(Skeletal landmark data)
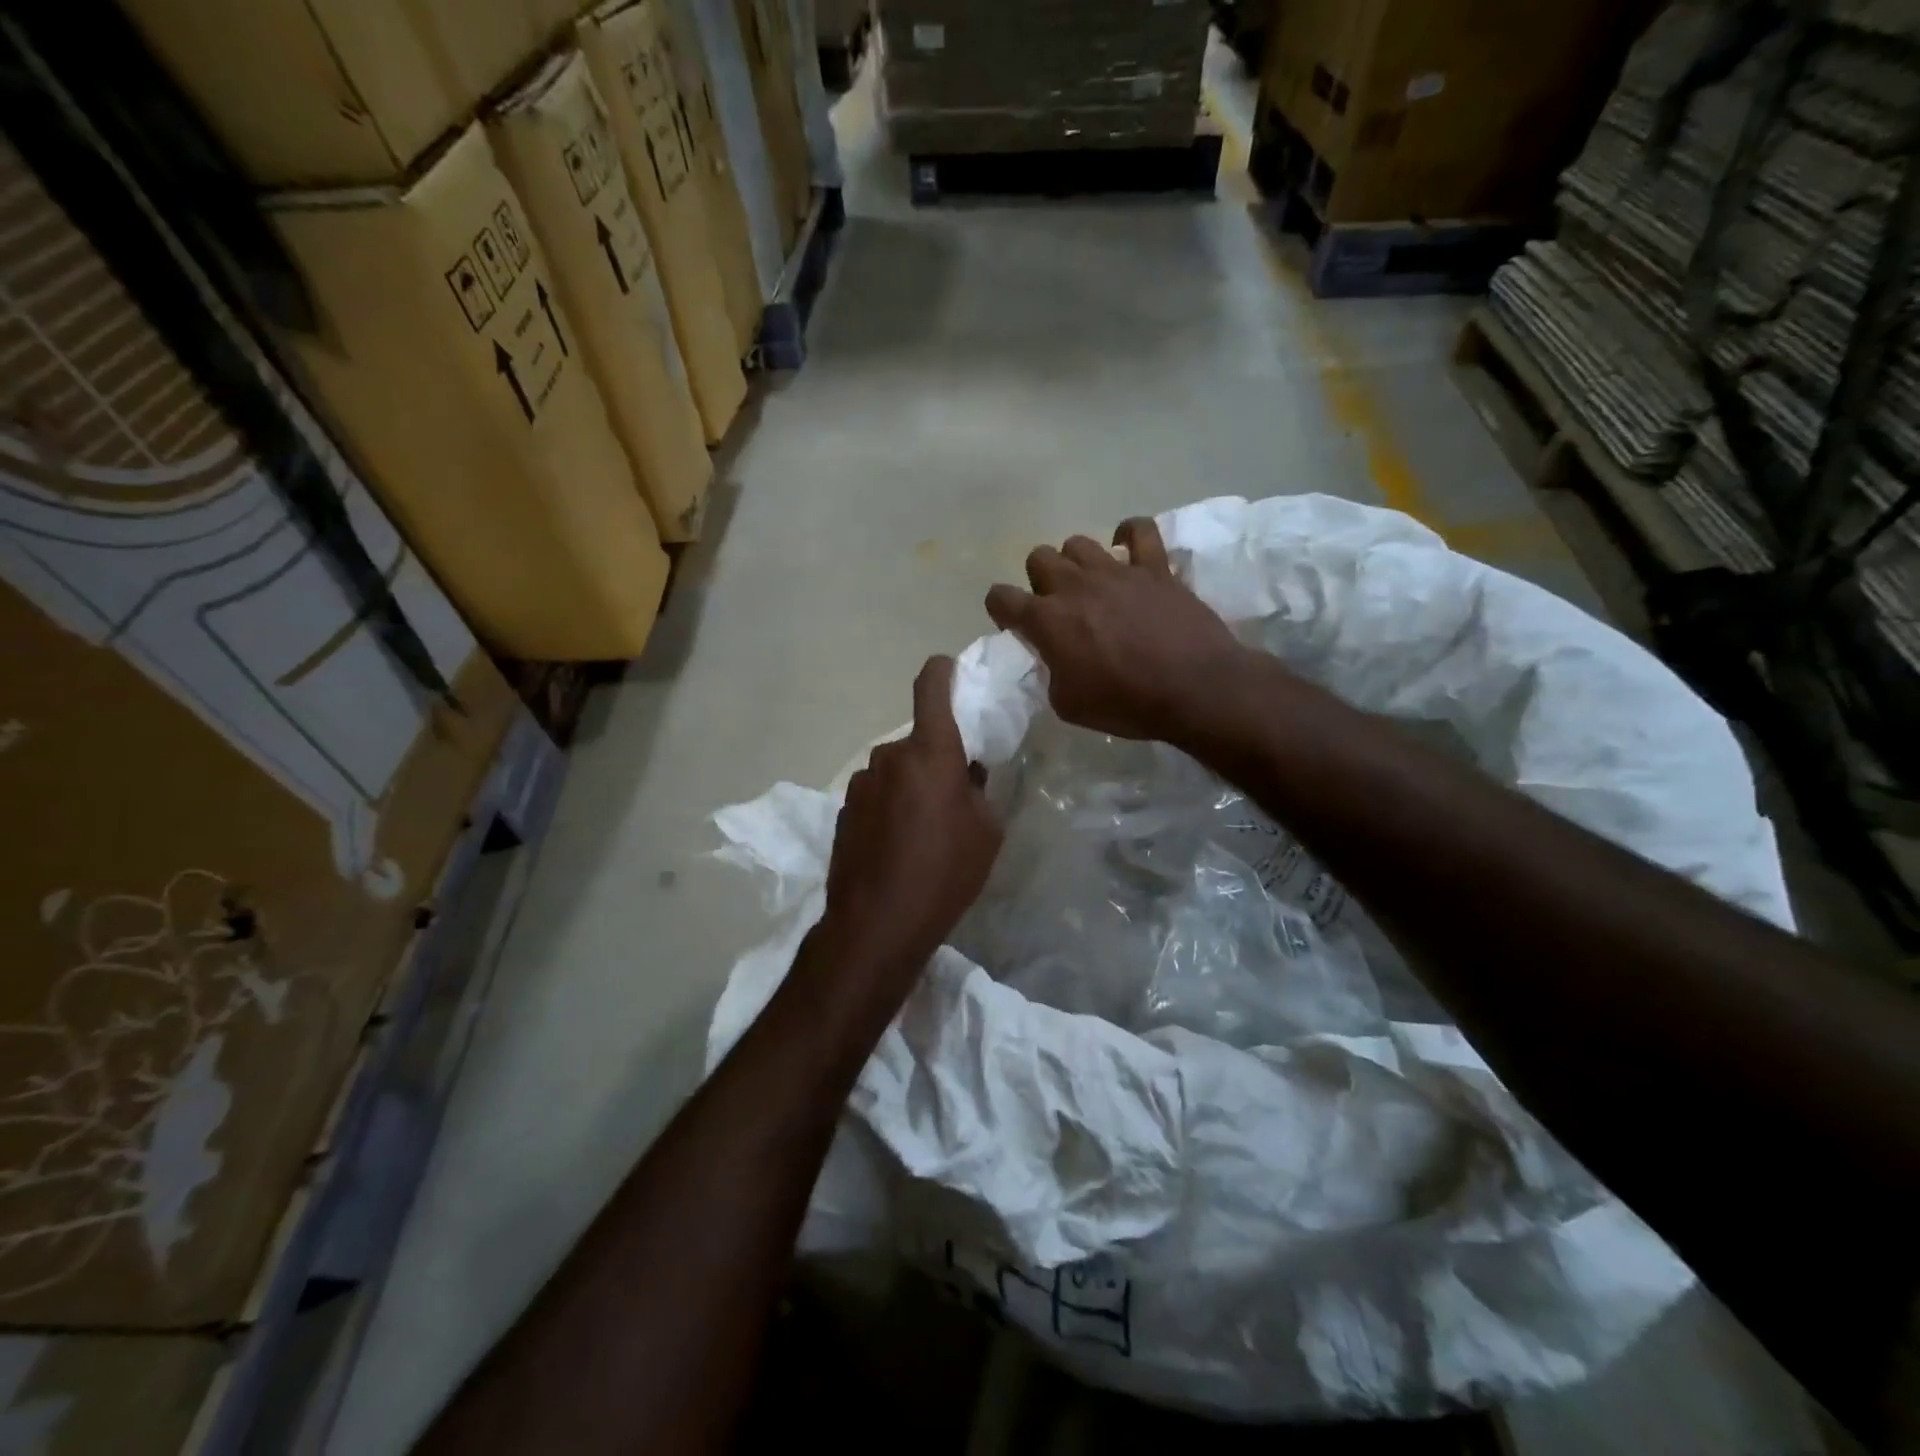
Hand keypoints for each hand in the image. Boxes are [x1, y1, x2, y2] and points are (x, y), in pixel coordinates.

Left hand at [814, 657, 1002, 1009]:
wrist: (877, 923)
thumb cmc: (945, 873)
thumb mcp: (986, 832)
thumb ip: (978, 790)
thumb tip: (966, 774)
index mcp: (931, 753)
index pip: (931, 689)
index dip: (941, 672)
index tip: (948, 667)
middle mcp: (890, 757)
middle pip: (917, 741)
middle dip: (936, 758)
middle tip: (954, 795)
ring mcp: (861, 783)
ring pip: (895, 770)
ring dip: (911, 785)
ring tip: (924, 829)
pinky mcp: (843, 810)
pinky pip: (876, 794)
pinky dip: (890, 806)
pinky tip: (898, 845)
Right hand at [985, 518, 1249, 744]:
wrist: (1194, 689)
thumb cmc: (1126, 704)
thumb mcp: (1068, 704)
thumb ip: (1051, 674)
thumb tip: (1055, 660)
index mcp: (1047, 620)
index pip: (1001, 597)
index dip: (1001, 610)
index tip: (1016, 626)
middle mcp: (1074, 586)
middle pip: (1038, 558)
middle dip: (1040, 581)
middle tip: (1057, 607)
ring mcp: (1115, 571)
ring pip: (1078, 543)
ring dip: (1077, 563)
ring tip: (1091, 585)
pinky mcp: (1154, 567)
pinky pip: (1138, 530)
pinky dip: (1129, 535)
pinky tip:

** Instructions for the task **
Gather all lines from the records above in which "hand" appears.

** Output for this exercise **
Hand keypoints for each hand in the image. Boxes are [x1, y1, x2, y2] and points are (x, y), in pixel coordinates.
Left hand at [814, 657, 1002, 1009]:
Right hand at [985, 518, 1249, 744]:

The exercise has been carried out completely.